|Dec-28-05|| ||Bobak Zahmat: What is the purpose to play 4.Qf3? Instead of it White should develope his pieces first.|
|Dec-28-05|| ||Bobak Zahmat: Spielmann doesn't follow the main principles of chess:
Develope all the pieces in the opening;
Do not move a developed piece twice;
|Jun-01-06|| ||ChessDude33: Wild horsey! A great example of what superior development can do, it's good to know that a way to exploit a lead in development is with a well executed sac!|
|Jun-01-06|| ||Bartleby: Spielmann was an old-fashioned hardline Romantic attacker, the "Last Knight of the King's Gambit," thus dubbed, and threw caution to the wind many times. He's also been known to often play Qf3 in his Vienna Gambit games.|
|Mar-30-08|| ||larsen959: Beautiful!!|
|Mar-30-08|| ||mistreaver: Wow you rarely see such a thing - black's 4-move knight maneouvre and white resigns.
White is totally passive here, black's pieces just dominate the board|
|Mar-30-08|| ||amateur05: Nimzowitzsch's transformation from 1900s to 1920s is truly amazing.|
|Jun-03-08|| ||Xeroxx: think qe2 is better than 4.qf3|
|Jun-03-08|| ||Xeroxx: Nc3 is also better hoho|
|Jan-27-09|| ||Ruy Lopez: < Spielmann doesn't follow the main principles of chess:> And not seeing Nd3+? (Question Mark, not bad move) Isn't that one of those things good players are supposed to be able to see?|
|Jun-10-09|| ||sleepyirv: My favorite pun for the contest was for this game: "Developing Story" and I want to applaud the person who came up with it.|
|Jun-10-11|| ||DrMAL: Interesting opening play on both sides. White could have played 11.c5 but instead trades bishops first thinking he can castle after 12.c5 a bad plan. Move order was critical here. After 13...Qxc5 black is already nearly winning. White should probably try to bail out immediately with 14.Qa3 but played 14.Bxf4 to prepare castling long. |
15...Rd8 seems better but after 15...Bxg2 white should probably go 16.Rf1 Bxf1 Kxf1 18.Rd1 instead of castling because white's c-pawn is also gone. 18.Qf3 was probably better, and after 18.Qc2 Nd5 white position looks lost. Nice combination after 19.Bd2 finishes a great game by Nimzowich!
|Sep-08-11|| ||perfidious: <Xeroxx: think qe2 is better than 4.qf3>|
While 4.Qe2 is stronger than 4.Qf3, it isn't a wonderful move either-I faced this once and played 4....cxd5, ready to meet 5.Qxe5+ with 5....Be7.
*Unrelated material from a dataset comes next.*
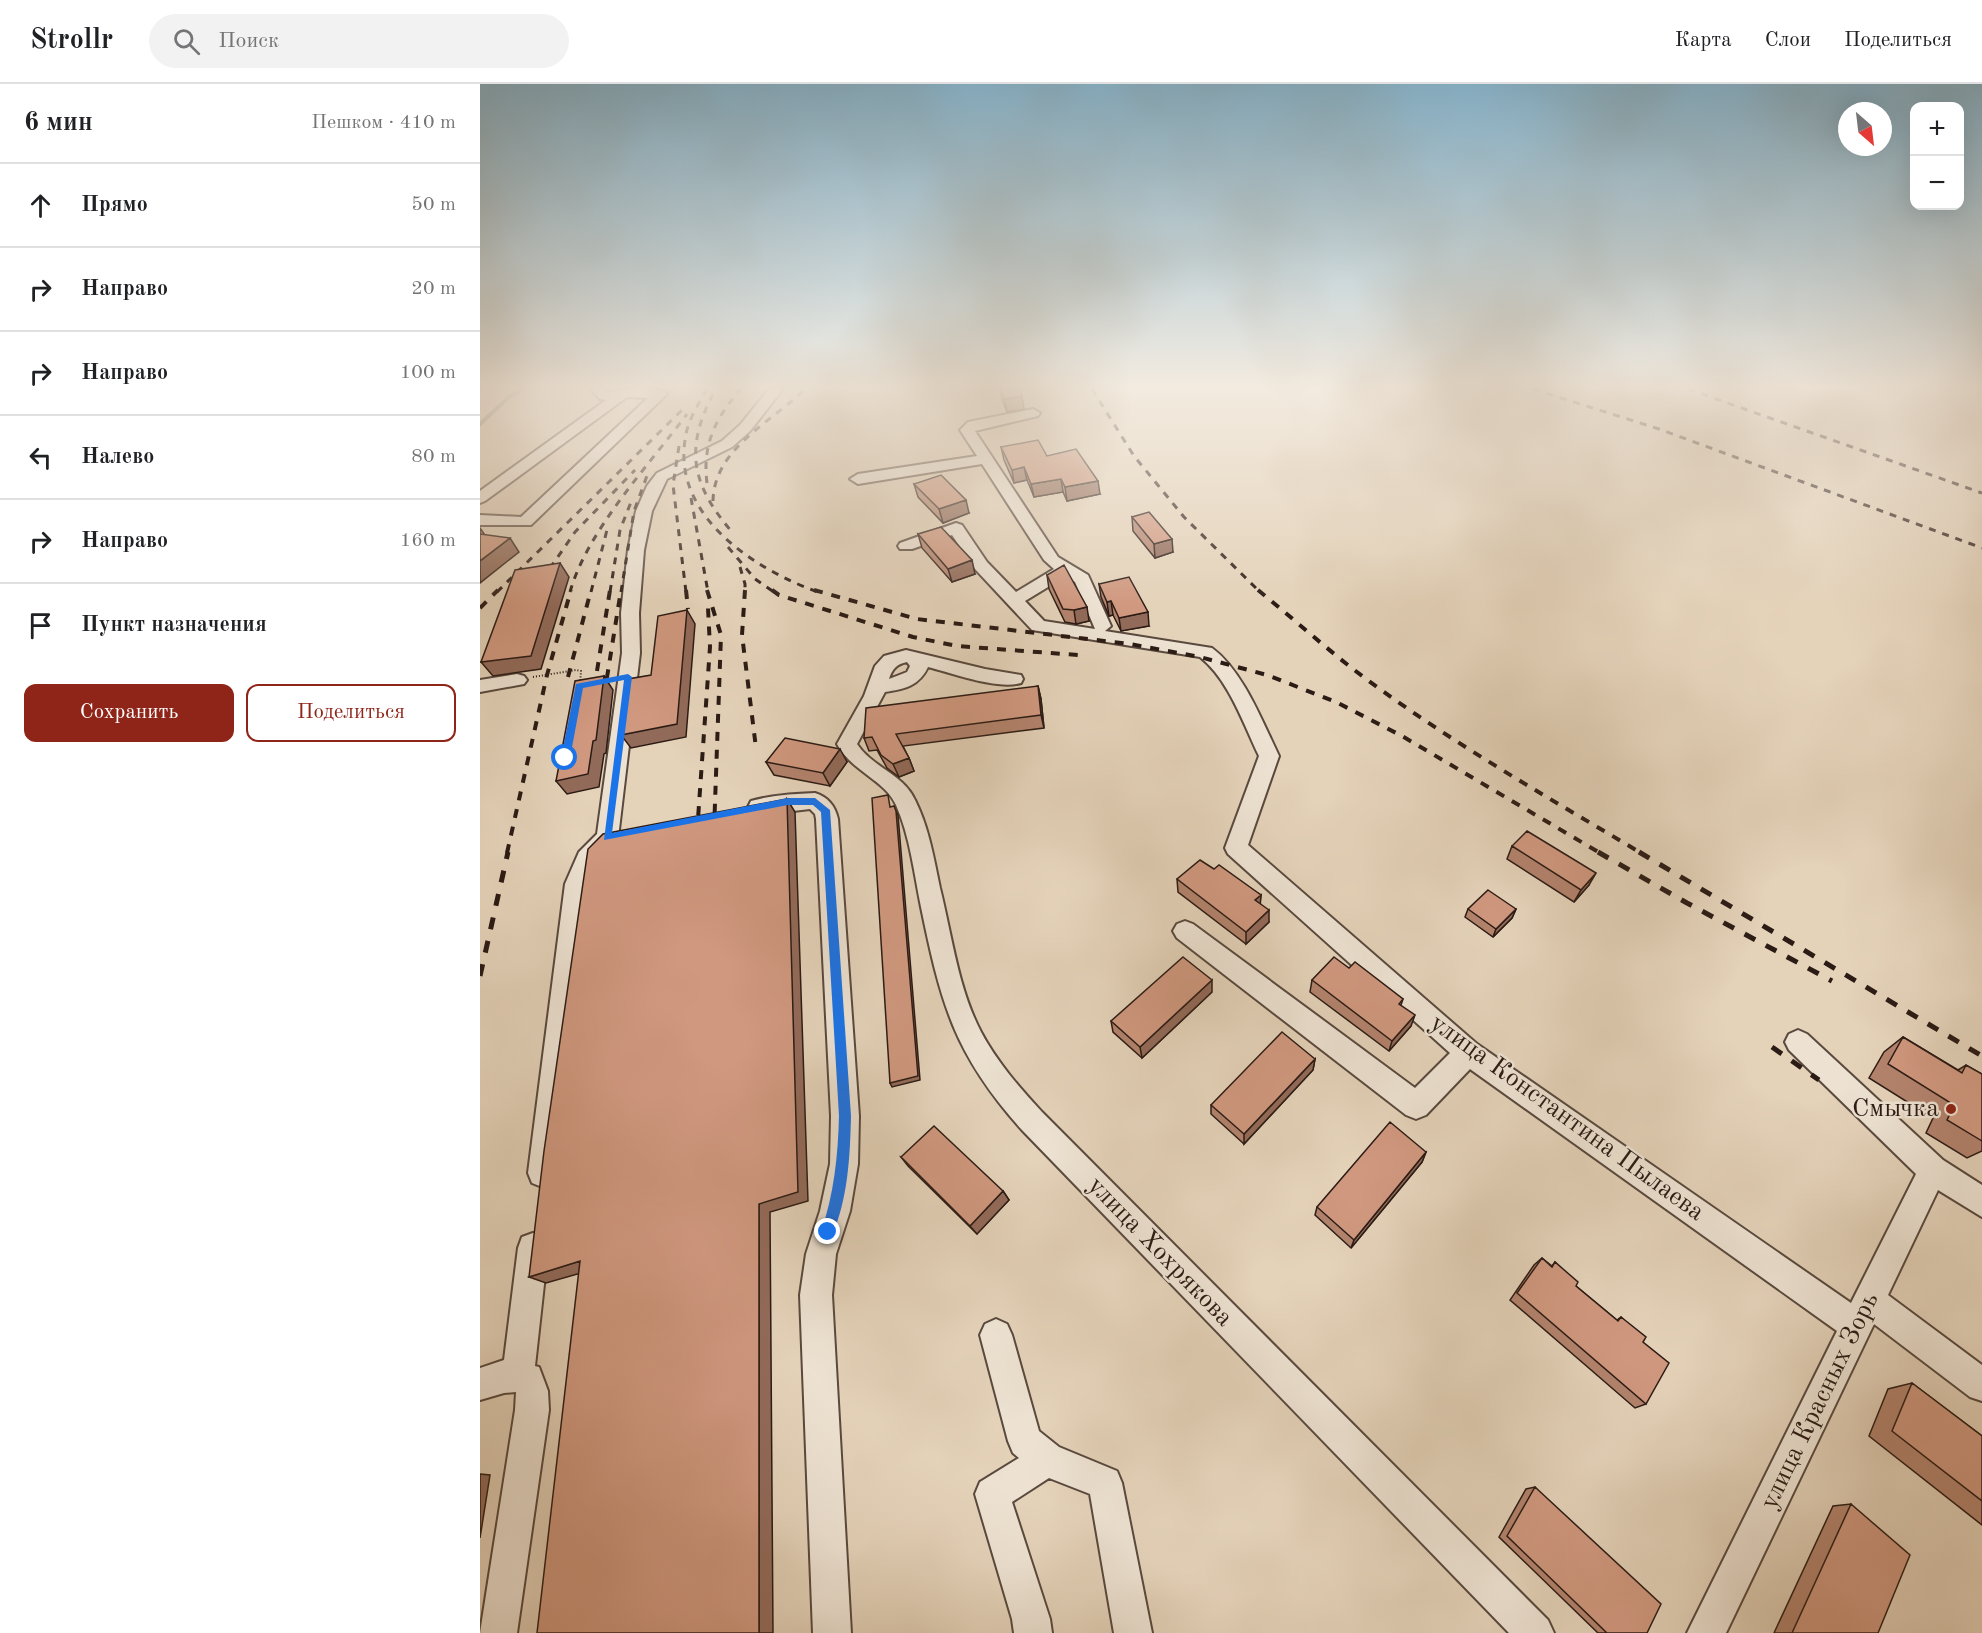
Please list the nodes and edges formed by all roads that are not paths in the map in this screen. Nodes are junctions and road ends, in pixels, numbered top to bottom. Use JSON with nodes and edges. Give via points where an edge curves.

The best line for White is 4.Nc3, as I played once (as White) in 1987.
|Oct-11-15|| ||Poisonpawns: This opening is so bad that 7..Bb4+ is almost winning|
|Oct-11-15|| ||cunctatorg: Rudolf Spielmann, a Aron Nimzowitsch's "old comrade in arms"!... Well, he had the right to be once disoriented or whatever...|
|Dec-27-15|| ||PawnSac: < Bartleby: Spielmann was an old-fashioned hardline Romantic attacker, the "Last Knight of the King's Gambit," thus dubbed, and threw caution to the wind many times. He's also been known to often play Qf3 in his Vienna Gambit games. >|
A study of the games between these two is revealing:
Classical games: Aron Nimzowitsch beat Rudolf Spielmann 14 to 7, with 13 draws.
Spielmann had white 19 of 34 games.
in 1905 Rudy and Aron played 4 games. Nimzo lost 3 as black and drew 1 as white.
He was the junior player but improved quickly.
1906-1931 they played 30 more games. This game was Nimzo's first win against Spielmann..
Yes admittedly Spielmann played the opening poorly, but of those 30 games Nimzo won
14 (8 as black, 6 as white) with 12 draws.
The point score is Nimzo 20 Spielmann 10
(of ALL games played, Nimzo 20.5 and Spielmann 13.5)
Spielmann was a great attacking player, but had a proclivity for speculative pawn sacrifices to create complications. He lost several games from overambitious choices rather than solid play that would have drawn. He also played some questionable lines apparently due to the complicated tactical nature of the resulting positions, despite the positional and theoretical drawbacks.
Nimzo countered Spielmann's somewhat overambitious and erratic tendencies with patient careful defense, continuing to pressure his opponent while waiting for him to blunder. His more sensible "system" of play paid him good dividends, especially against impatient opponents. That of course is not to say, giving the opportunity, that Nimzo was not capable of some nice attacking play. He created some beauties! Overall he proved the more accurate player.